Operating System - OpenVMS
cancel
Showing results for 
Search instead for 
Did you mean: 

Satellite boot Alpha V6.2-1H3 from Alpha 7.2-1

 
Adrian O
Occasional Advisor

Satellite boot Alpha V6.2-1H3 from Alpha 7.2-1

Trying to satellite boot an alpha 6.2-1H3 (fully patched Alphaserver 4100) with system disk served from an Alphaserver 800 5/500 running V7.2-1 which has both fibre channel and locally attached disks.

If we satellite boot V7.2-1 on the 4100 everything works as expected.

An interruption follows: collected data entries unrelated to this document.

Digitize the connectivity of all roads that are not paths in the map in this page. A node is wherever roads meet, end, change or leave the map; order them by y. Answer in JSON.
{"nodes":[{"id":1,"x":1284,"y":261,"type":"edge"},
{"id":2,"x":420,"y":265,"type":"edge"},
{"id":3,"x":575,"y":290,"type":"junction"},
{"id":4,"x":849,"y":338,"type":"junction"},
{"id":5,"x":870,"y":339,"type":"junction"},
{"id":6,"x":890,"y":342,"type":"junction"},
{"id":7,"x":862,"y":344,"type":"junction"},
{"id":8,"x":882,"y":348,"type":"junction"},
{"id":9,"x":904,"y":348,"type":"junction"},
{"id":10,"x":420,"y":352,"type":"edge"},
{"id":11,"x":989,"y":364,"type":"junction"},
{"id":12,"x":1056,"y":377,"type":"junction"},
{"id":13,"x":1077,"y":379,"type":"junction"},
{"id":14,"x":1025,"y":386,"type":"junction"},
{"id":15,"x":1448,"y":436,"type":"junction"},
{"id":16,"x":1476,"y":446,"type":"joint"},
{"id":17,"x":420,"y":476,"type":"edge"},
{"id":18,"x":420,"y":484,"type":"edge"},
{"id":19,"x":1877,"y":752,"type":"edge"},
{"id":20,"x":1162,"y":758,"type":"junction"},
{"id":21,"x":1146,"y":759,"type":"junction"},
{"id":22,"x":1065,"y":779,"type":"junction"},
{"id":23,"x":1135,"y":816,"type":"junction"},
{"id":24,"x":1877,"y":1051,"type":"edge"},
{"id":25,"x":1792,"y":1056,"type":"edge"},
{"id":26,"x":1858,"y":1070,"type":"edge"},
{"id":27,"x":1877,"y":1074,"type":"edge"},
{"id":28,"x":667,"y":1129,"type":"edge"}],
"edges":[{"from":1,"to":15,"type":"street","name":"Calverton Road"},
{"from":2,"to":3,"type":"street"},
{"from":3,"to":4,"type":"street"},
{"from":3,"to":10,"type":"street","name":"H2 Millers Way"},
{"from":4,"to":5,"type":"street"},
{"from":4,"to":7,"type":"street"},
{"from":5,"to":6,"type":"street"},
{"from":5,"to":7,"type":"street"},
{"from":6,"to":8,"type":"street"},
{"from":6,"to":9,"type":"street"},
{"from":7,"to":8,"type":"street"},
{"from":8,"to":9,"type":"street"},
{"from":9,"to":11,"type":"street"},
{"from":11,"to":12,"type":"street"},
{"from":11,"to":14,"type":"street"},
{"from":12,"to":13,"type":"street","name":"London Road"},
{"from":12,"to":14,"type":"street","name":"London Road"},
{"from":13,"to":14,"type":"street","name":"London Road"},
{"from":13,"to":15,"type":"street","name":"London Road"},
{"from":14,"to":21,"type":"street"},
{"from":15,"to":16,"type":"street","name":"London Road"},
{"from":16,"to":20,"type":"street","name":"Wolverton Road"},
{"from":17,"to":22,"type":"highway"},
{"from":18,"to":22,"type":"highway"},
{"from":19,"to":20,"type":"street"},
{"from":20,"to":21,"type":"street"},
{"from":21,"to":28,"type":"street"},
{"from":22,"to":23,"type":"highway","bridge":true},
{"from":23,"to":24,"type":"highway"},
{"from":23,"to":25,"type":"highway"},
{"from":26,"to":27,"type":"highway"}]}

When we try to boot V6.2-1H3, we get the following console output:

bootstrap code read in
FRU table creation disabled
base = 200000, image_start = 0, image_bytes = 7d878
initializing HWRPB at 2000
initializing page table at 1f2000
initializing machine state
setting affinity to the primary CPU
jumping to bootstrap code

%VMScluster-I-MOPSERVER, MOP server for downline was node DEV004
%VMScluster-I-SYSDISK, Satellite system disk is _$255$DKA100:
%VMScluster-I-SYSROOT, Satellite system root is
%VMScluster-I-REINIT_WAIT, Waiting for access to the system disk server
...
%VMScluster-I-REINIT_WAIT, Waiting for access to the system disk server
%VMScluster-I-REINIT_WAIT, Waiting for access to the system disk server
%VMScluster-I-REINIT_WAIT, Waiting for access to the system disk server
...
Repeat until ^P

Anyone any ideas as to where/what to look at?

Regards,

Adrian.
22 REPLIES 22
Jon Pinkley
Honored Contributor

Re: Satellite boot Alpha V6.2-1H3 from Alpha 7.2-1

Is $255$DKA100: MSCP served by DEV004? Is DEV004 the Alphaserver 800 5/500 running 7.2-1?

Jon
it depends
Jon Pinkley
Honored Contributor

Re: Satellite boot Alpha V6.2-1H3 from Alpha 7.2-1

Are you attempting to satellite boot V6.2-1H3 from a V6.2-1 system or the 7.2-1 system. I have never attempted satellite booting from anything but a common system disk, and multiple VMS versions off a single system disk isn't supported.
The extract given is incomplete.